On Monday, the Cape Girardeau County Commission authorized $4,800 be paid to the city of Cape Girardeau to assist with mapping efforts to upgrade the city's 911 service. The county emergency operations center oversees all the 911 service in the county, even though Cape Girardeau and Jackson have their own city-paid dispatchers.
The city and the commission are working together on a small but important step in elevating Cape Girardeau to Phase II 911 service, which is the ability to track 911 cellular calls to an exact location. Phase I allows dispatchers to track a signal to the nearest tower.
Currently, the city's service is not even at the Phase I level. When calls are received from a land-line phone, dispatchers are given an address, but not specific coordinates. When a caller dials 911 from a cell phone in Cape Girardeau, he or she could wind up talking to dispatchers from Poplar Bluff or another city, depending on the cellular phone carrier.
The city is in the process of changing all that.
It will soon begin using Geographic Information System technology to come up with specific mapping information needed for Phase II service, in which technology will be used to trace cell signals from towers to the location of the caller.
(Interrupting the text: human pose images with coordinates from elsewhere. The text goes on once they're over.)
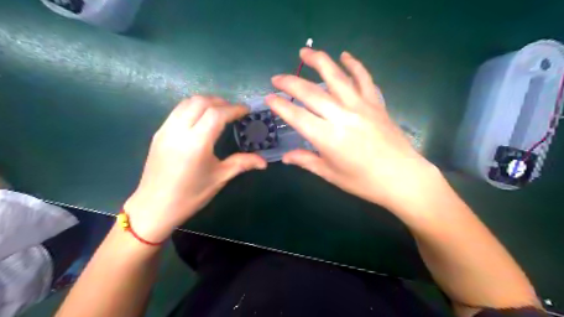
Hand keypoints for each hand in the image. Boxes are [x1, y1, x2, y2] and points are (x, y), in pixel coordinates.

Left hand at [123, 97, 266, 241]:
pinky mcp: (159, 133)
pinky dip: (193, 107)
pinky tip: (202, 119)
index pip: (217, 114)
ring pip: (187, 102)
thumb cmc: (190, 195)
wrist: (154, 206)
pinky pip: (178, 110)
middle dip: (221, 101)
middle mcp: (179, 130)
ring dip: (206, 101)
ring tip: (220, 111)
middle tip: (234, 111)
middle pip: (201, 102)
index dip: (234, 109)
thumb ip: (242, 163)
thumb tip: (264, 162)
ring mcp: (166, 129)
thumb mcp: (219, 178)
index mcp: (196, 143)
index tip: (246, 110)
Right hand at [267, 49, 437, 213]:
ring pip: (336, 77)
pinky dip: (354, 65)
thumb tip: (286, 157)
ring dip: (319, 61)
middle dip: (290, 82)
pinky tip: (345, 56)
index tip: (269, 98)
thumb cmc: (364, 182)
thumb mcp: (331, 175)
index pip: (297, 116)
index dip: (280, 106)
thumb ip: (307, 161)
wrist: (402, 177)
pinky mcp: (376, 103)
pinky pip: (364, 79)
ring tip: (305, 52)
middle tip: (277, 77)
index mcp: (328, 138)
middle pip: (311, 93)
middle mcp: (342, 117)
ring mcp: (361, 106)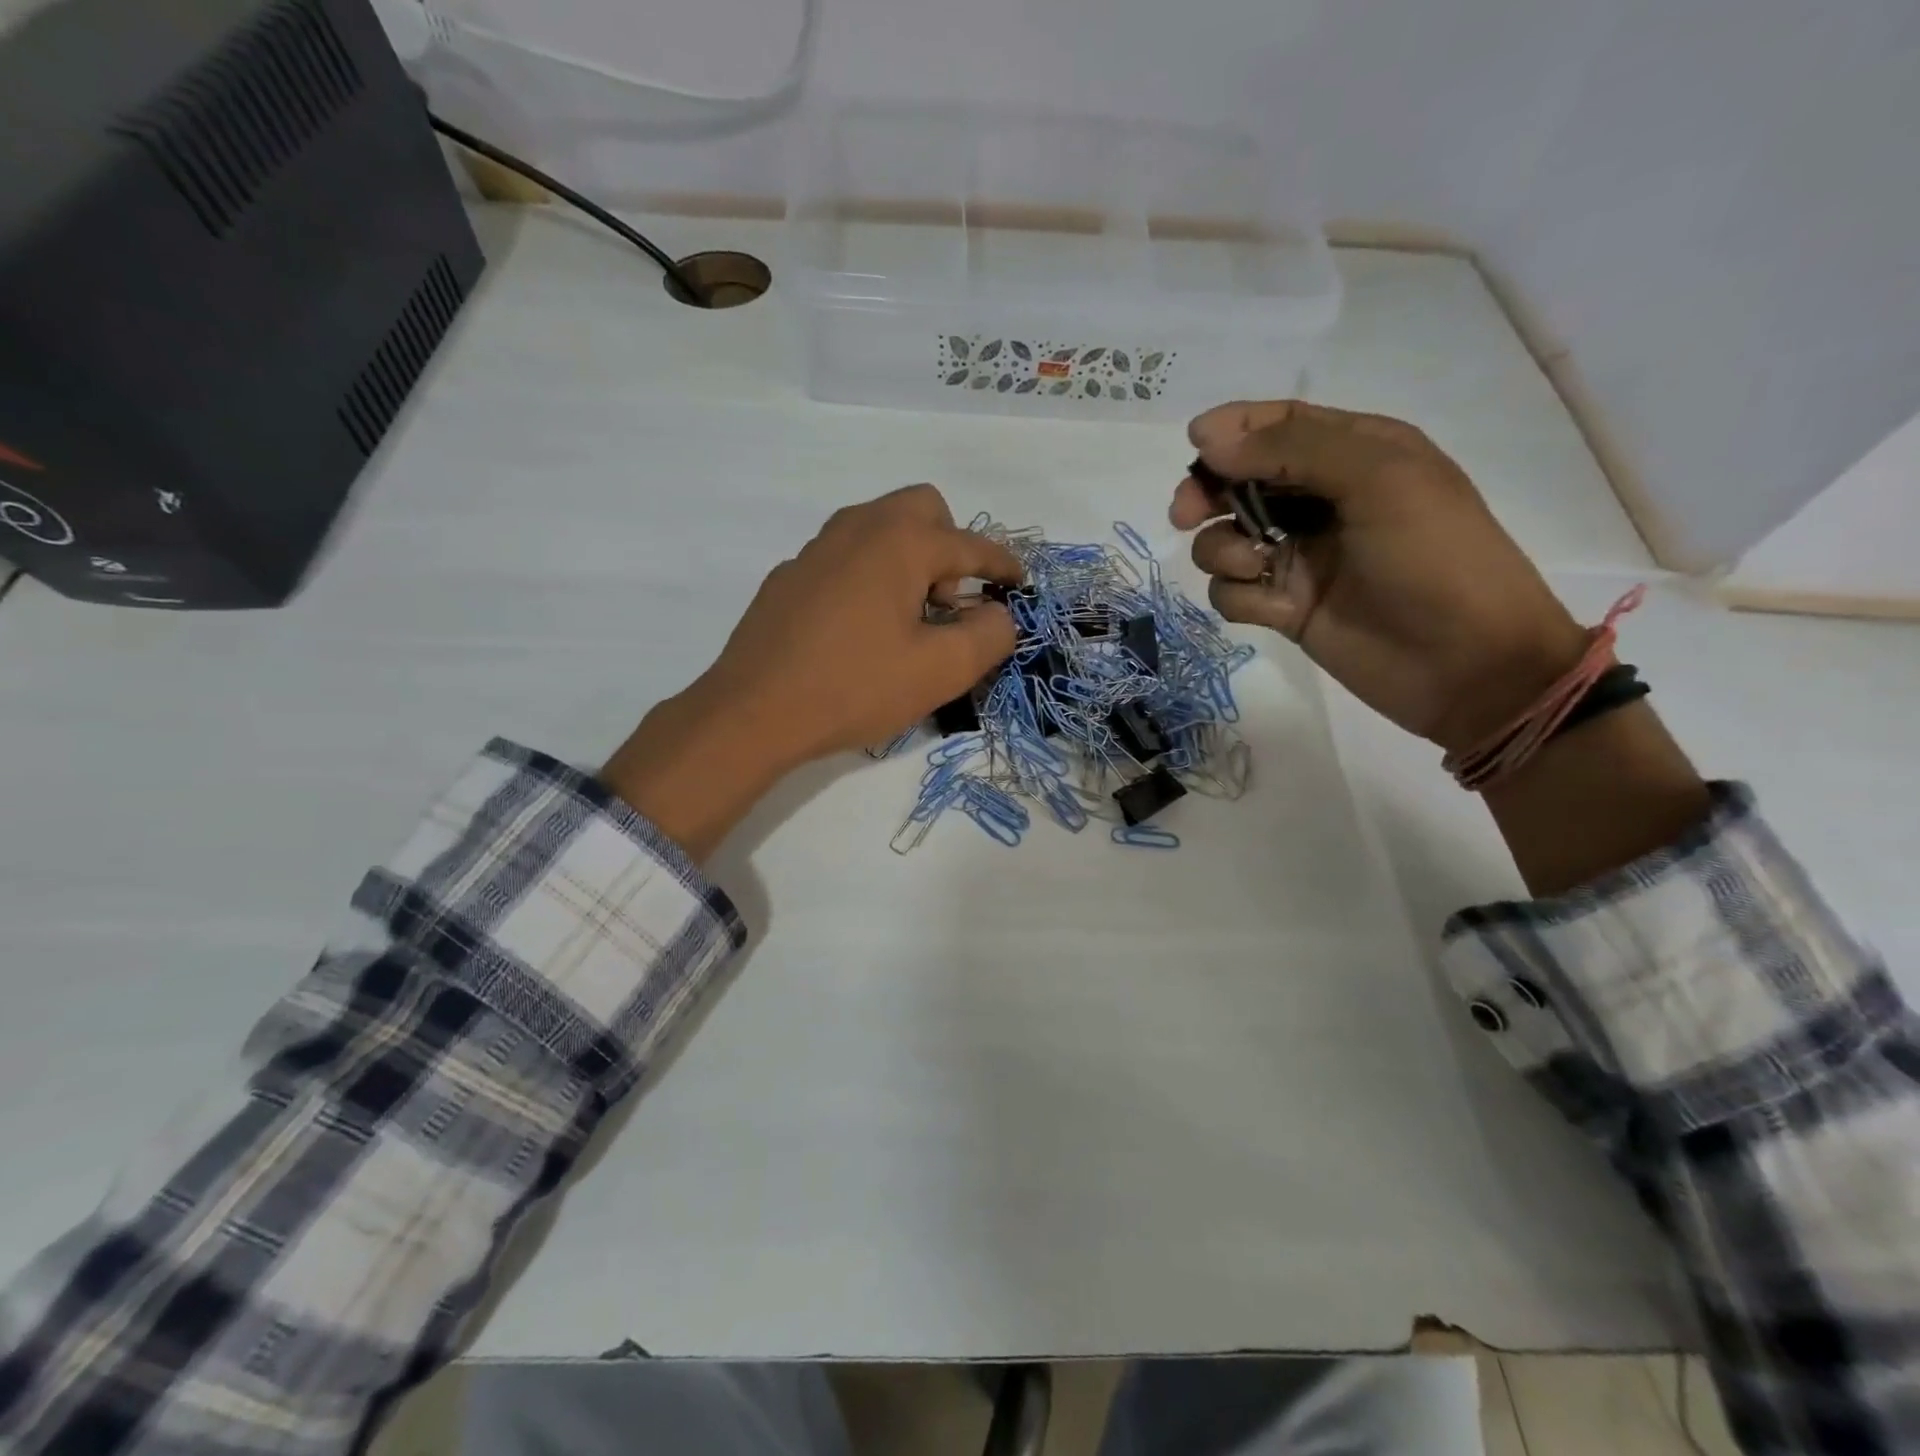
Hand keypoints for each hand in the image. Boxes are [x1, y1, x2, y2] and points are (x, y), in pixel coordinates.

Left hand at [601, 486, 1021, 859]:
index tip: (1020, 584)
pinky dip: (870, 577)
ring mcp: (816, 549)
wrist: (754, 712)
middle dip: (950, 547)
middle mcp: (857, 528)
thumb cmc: (856, 687)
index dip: (1003, 564)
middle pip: (922, 510)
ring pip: (879, 530)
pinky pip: (846, 558)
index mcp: (900, 541)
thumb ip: (989, 635)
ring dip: (909, 560)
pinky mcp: (789, 577)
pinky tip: (861, 631)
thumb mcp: (940, 670)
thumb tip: (999, 615)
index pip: (970, 543)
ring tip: (909, 621)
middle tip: (949, 604)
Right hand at [1172, 401, 1587, 753]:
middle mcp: (1321, 501)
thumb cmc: (1435, 558)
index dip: (1233, 428)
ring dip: (1222, 549)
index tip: (1194, 443)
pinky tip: (1272, 608)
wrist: (1467, 664)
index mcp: (1356, 454)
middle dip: (1208, 492)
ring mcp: (1300, 557)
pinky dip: (1240, 595)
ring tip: (1250, 565)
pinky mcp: (1285, 607)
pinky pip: (1233, 592)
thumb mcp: (1379, 480)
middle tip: (1186, 514)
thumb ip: (1293, 449)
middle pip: (1240, 481)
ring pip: (1225, 539)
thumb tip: (1208, 441)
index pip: (1280, 425)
The county money will go toward a contract with Jeff Kaszubski, a technician who will help collect the data.
Rich Daume, the city's GIS coordinator who is coordinating the project, said most of the work will include updating addresses. He said the fire department will also provide man-hours for the project. Because much of the project is being done in-house, Daume estimates the city's savings to be around $15,000.
"First, there will have to be a reviewing of addresses to make sure we've got them right," he said. "The actual lines we draw on the map need to have the addresses and they have to be right."
The city's current maps are not specific enough, Daume said. The position of the street lines need to be corrected a bit so they correspond perfectly to coordinates.
It will take about two months to collect the data, Daume said. After that, it will be up to the dispatchers to implement the data and make it useful with technology.
Cape Girardeau interim fire chief Mark Hasheider said, "We are months away from Phase II. There are a few items technologically that we have to implement. There are some other hardware needs that need to be put in place."
He added that such technology is more important in rural areas, but it does apply to the city as well.
"Take Big Bend Road, for instance," he said. "Homes on Big Bend are farther apart and farther off the road. Say you've been involved in an accident and you have to find out where you are. Sometimes we get calls like that where people are not familiar with that part of the city.
"With Phase II wireless, it will attribute a latitude and longitude coordinate to an address. Our addressing system we have now is working well, but we're moving into the next era of information and we want the maps to be 911 grade."